Vectashield medium

Localization of oxidized DJ-1 form was analyzed in cultured A549 cells treated with 1 mM H₂O₂ as described above. Cells were fixed with 4% paraformaldehyde, permeabilized with 0.2% Triton X-100 and blocked with 3% normal donkey serum (Jackson ImmunoResearch, West Grove, PA). Cells were incubated overnight with Cys106-oxidized DJ-1 (HCA024, Bio-Rad, Hercules, CA) and Tom20 (Santa Cruz Biotechnology, Dallas, TX) antibodies. The secondary antibodies, Alexa Fluor 488 and Alexa Fluor 594 IgG (Invitrogen, Carlsbad, CA) were applied for 1 h. The cells were then mounted with Vectashield medium containing DAPI (Abcam, Cambridge, MA) and analyzed using a fluorescence microscope (Olympus). We also analyzed DJ-1 oxidation in ATII cells using lung tissue obtained from non-smokers, smokers and emphysema patients.
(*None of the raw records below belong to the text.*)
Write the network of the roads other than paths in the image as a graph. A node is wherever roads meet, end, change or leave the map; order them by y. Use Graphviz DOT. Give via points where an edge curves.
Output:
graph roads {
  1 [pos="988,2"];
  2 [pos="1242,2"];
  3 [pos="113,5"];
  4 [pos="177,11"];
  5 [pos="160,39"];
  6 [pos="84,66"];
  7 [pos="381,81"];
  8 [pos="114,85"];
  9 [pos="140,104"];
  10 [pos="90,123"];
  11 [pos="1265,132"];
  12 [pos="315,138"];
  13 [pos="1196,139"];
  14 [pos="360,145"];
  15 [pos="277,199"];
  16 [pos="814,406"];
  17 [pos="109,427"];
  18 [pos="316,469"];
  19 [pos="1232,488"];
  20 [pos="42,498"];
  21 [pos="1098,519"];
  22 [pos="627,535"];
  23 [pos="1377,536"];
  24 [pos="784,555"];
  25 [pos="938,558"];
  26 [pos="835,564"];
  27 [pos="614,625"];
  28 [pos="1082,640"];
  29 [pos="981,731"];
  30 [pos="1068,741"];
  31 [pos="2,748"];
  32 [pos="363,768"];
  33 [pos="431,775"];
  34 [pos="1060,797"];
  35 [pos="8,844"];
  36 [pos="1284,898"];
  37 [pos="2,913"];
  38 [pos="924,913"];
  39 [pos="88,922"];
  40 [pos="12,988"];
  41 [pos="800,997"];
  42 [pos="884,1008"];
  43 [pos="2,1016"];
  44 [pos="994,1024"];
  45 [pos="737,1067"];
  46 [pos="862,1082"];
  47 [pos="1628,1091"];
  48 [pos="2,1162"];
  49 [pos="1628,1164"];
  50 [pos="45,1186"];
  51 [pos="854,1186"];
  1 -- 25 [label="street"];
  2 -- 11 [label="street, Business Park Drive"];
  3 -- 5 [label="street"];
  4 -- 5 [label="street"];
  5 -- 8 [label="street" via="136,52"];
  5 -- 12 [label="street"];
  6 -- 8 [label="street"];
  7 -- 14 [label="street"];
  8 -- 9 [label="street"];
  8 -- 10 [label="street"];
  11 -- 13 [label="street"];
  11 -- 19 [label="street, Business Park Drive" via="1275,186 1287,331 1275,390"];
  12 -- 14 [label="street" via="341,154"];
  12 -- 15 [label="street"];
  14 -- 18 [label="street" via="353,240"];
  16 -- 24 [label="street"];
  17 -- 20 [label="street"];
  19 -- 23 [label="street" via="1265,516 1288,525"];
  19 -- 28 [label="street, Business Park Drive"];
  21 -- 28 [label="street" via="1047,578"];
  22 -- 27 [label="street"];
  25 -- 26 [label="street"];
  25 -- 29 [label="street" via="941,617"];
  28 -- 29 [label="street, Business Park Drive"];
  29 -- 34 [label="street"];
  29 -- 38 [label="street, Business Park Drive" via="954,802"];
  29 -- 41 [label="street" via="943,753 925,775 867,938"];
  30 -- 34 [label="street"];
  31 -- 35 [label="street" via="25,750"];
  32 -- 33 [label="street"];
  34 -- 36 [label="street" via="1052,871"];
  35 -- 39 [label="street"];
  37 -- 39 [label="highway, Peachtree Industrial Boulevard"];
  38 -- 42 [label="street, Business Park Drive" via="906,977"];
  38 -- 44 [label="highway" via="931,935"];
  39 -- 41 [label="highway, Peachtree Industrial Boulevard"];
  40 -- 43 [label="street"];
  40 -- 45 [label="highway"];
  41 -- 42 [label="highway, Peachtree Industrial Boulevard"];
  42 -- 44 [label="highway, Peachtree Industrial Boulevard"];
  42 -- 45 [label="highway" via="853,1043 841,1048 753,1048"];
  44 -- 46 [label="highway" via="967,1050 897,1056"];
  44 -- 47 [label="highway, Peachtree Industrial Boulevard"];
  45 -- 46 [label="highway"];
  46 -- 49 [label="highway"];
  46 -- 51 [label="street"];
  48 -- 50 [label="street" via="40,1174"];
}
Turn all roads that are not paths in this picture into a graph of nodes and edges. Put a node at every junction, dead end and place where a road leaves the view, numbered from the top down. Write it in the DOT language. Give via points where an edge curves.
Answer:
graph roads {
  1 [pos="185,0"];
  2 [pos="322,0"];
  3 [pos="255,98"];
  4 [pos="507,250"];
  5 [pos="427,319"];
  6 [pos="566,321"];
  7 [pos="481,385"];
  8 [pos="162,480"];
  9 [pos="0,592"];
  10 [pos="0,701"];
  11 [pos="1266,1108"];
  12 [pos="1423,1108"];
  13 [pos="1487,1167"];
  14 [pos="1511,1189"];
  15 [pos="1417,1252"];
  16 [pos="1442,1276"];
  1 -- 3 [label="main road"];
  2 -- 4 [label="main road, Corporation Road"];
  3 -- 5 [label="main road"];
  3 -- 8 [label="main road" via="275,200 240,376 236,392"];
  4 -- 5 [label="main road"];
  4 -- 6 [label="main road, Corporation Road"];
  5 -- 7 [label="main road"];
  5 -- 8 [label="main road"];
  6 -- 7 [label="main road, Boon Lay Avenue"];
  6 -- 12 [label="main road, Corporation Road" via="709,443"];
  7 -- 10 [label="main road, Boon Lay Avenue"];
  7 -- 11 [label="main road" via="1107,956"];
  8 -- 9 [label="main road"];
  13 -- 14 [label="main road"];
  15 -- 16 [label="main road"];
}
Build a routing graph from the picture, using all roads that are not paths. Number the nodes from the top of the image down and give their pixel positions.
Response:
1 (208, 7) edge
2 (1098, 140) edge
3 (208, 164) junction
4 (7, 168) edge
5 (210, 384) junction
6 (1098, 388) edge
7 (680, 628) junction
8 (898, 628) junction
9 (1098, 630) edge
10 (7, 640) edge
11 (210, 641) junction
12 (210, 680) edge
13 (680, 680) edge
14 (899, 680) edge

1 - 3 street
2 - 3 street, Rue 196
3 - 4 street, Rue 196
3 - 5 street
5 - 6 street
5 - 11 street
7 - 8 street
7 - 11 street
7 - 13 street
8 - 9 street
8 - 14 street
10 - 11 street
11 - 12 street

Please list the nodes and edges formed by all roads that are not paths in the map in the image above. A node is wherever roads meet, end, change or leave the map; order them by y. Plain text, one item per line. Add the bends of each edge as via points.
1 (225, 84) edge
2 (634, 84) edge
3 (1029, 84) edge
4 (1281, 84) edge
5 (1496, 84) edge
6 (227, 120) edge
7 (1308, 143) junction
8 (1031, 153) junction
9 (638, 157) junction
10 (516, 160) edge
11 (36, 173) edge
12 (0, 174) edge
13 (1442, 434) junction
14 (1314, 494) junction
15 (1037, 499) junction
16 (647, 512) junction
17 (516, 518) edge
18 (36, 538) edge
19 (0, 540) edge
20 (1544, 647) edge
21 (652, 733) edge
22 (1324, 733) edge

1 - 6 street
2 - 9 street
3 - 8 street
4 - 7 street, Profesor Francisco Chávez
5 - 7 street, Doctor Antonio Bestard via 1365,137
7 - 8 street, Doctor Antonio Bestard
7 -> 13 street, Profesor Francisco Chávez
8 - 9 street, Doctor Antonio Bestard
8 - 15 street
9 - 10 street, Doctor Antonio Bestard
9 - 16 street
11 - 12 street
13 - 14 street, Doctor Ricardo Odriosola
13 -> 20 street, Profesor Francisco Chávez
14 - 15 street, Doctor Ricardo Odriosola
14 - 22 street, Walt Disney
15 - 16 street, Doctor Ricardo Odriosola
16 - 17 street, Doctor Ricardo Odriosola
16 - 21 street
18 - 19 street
Sections were fixed in 4% paraformaldehyde (Electron Microscopy Sciences, Hatfield, PA), embedded in paraffin, deparaffinized and hydrated followed by antigen retrieval as we previously described^{27 (link)}. SP-A (Novus, Biologicals, Littleton, CO) was used to identify ATII cells followed by incubation with Alexa Fluor 647 as described above.